Last night, on CBC News, University of Calgary political scientist Tom Flanagan, a former key adviser to Conservative prime minister Stephen Harper, said that he wished Julian Assange would be assassinated and “disappeared,” joining a growing list of North American, right wing, commentators and politicians calling for the same, and doing so at the same time as they do. This not too surprising, since Flanagan is himself an American import, brought in by fellow Americans in Calgary. Today, probably after an avalanche of email, and after walls of text denouncing Flanagan appeared in almost every social network site, he issued a weak pseudo-apology: “I regret that I made a glib comment about a serious issue….If Mr. Assange is arrested on the recently announced Interpol warrant, I hope [he] receives a fair trial and due process of law.” Those who sat in on the same panel, chuckled. One, Scott Reid, a former Liberal adviser to former prime minister Paul Martin said Flanagan was being “his usual colourful and provocative self ” and was “obviously talking tongue in cheek.” Obviously? Not at all. Reid continued his defense of extremism: “Not for a second did I think he was suggesting seriously that someone’s life be put at risk. He’s a great guy with strong opinions. Not a mean guy with lunatic opinions.”
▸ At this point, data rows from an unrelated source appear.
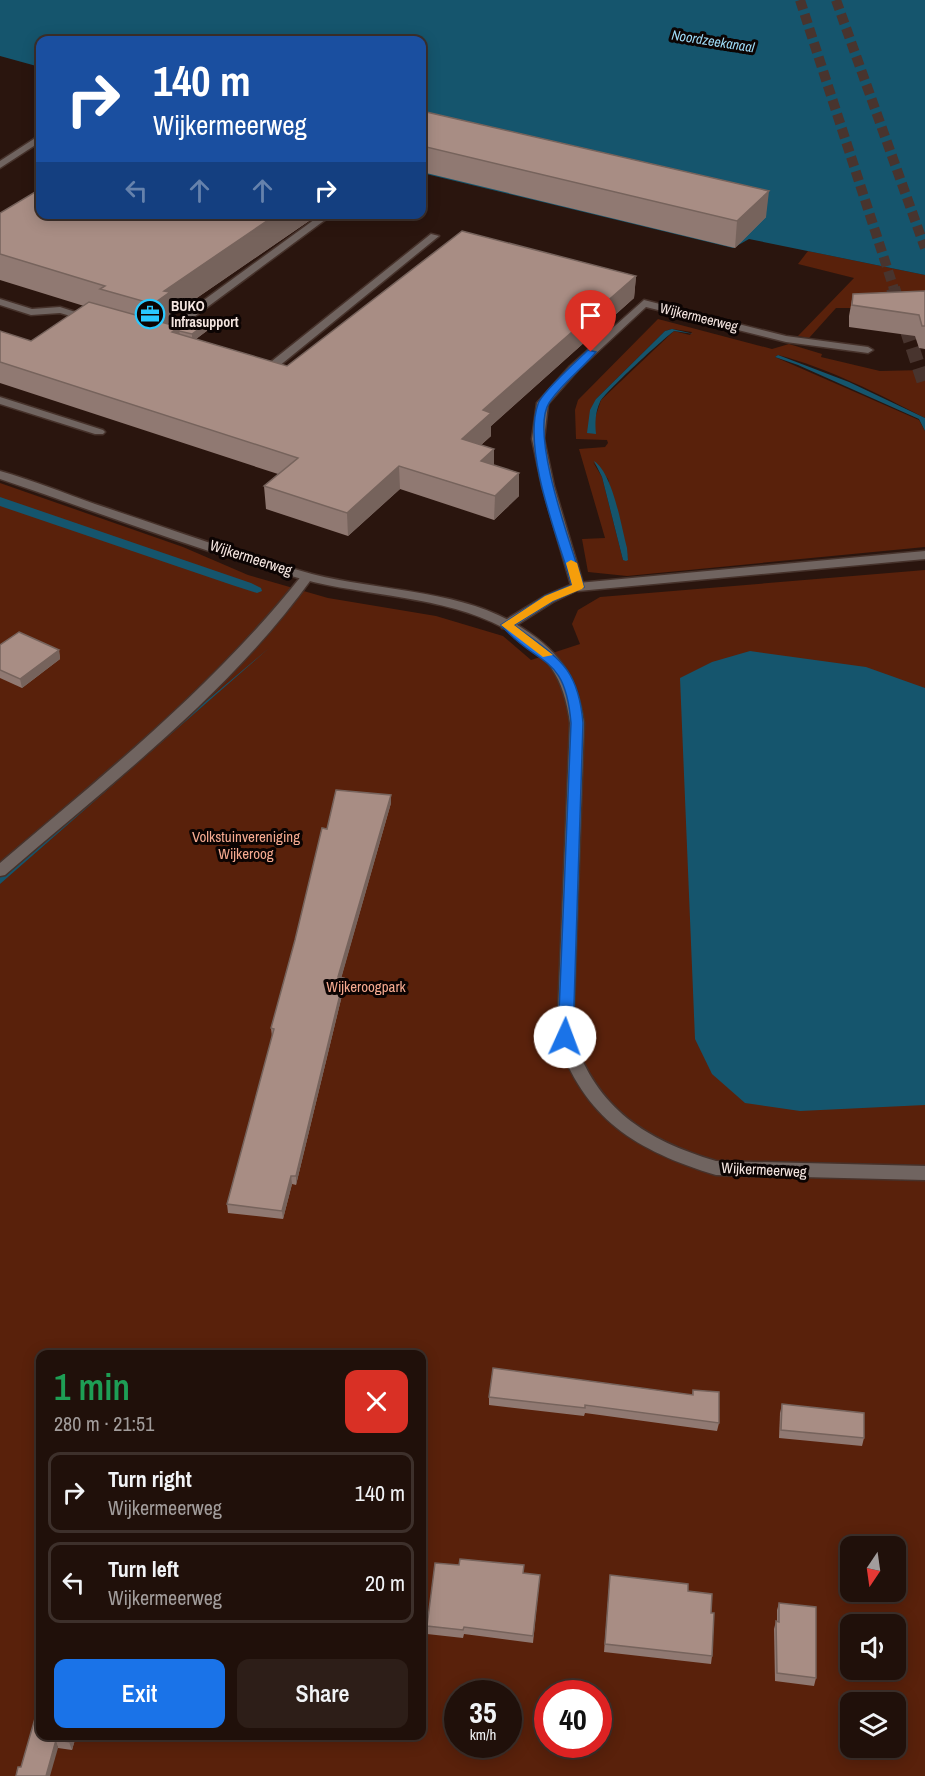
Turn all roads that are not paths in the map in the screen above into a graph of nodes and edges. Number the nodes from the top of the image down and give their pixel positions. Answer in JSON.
{"nodes":[{"id":1,"x":36,"y":141,"type":"edge"},
{"id":2,"x":0,"y":165,"type":"edge"},
{"id":3,"x":323,"y":219,"type":"edge"},
{"id":4,"x":434,"y":236,"type":"dead end"},
{"id":5,"x":0,"y":302,"type":"edge"},
{"id":6,"x":104,"y":322,"type":"edge"},
{"id":7,"x":159,"y":338,"type":"edge"},
{"id":8,"x":868,"y":350,"type":"dead end"},
{"id":9,"x":247,"y":363,"type":"edge"},
{"id":10,"x":0,"y":400,"type":"edge"},
{"id":11,"x":99,"y":432,"type":"dead end"},
{"id":12,"x":0,"y":475,"type":"edge"},
{"id":13,"x":925,"y":555,"type":"edge"},
{"id":14,"x":307,"y":577,"type":"junction"},
{"id":15,"x":578,"y":587,"type":"junction"},
{"id":16,"x":507,"y":625,"type":"junction"},
{"id":17,"x":0,"y":872,"type":"edge"},
{"id":18,"x":925,"y":1173,"type":"edge"}],
"edges":[{"from":1,"to":2,"type":"street"},
{"from":3,"to":7,"type":"street"},
{"from":4,"to":9,"type":"street"},
{"from":5,"to":6,"type":"street"},
{"from":8,"to":15,"type":"street","name":"Wijkermeerweg"},
{"from":10,"to":11,"type":"street"},
{"from":12,"to":14,"type":"street","name":"Wijkermeerweg"},
{"from":13,"to":15,"type":"street"},
{"from":14,"to":16,"type":"street","name":"Wijkermeerweg"},
{"from":14,"to":17,"type":"street"},
{"from":15,"to":16,"type":"street"},
{"from":16,"to":18,"type":"street","name":"Wijkermeerweg"}]}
Actually, he is a pretty mean guy, with a long track record of lunatic opinions. A noted anti-Aboriginal writer who would like to see Canada’s First Nations divided up into private property that can be bought and sold (see also First Nations, Second Thoughts), is a right wing American chicken hawk draft dodger who took advantage of Canada during the Vietnam War. One might expect that someone so averse to going to war might be just a little anti-war and anti-militarist. One might expect that, of someone who is not a coward and opportunist, but who is instead intellectually honest and self-respecting–but that’s not Flanagan: “I’m feeling very manly today, Evan,” is what he said from behind his desk in a CBC studio, as an excuse for his asinine call to murder.
This “scholar” is one who believes in shooting messengers. His first reaction, when unable to confront the truth, is to murder those spreading it. This “scholar” is also one to rush to conclusions about the contents of the cables being released via Wikileaks (they were actually leaked by an American inside the national security establishment, not by Julian Assange)–when in actuality only about 290 cables of a rough total of 250,000+ cables have been released. That’s about 0.001%. The reality is that this release will create many big headline-grabbing bursts over many weeks, months, and perhaps years to come. No need to wait though, Flanagan has everything pinned down already, given the fiber optic cable connection between his head and the State Department. As Flanagan, like his fellow drooling idiots south of the border, tries to trivialize the documents as merely “titillating,” it’s this fact that bothers Flanagan the most: that the authorities have lost authority. The message of the leak is the leak itself. Having lost legitimacy and credibility, Flanagan like his bosses in the U.S. resorts to the other side of the Weberian equation: coercion. This “scholar” cannot handle the truth, and wishes the rest of us never knew it, using violence if necessary. What is it with the University of Calgary that it has become such a den of fools?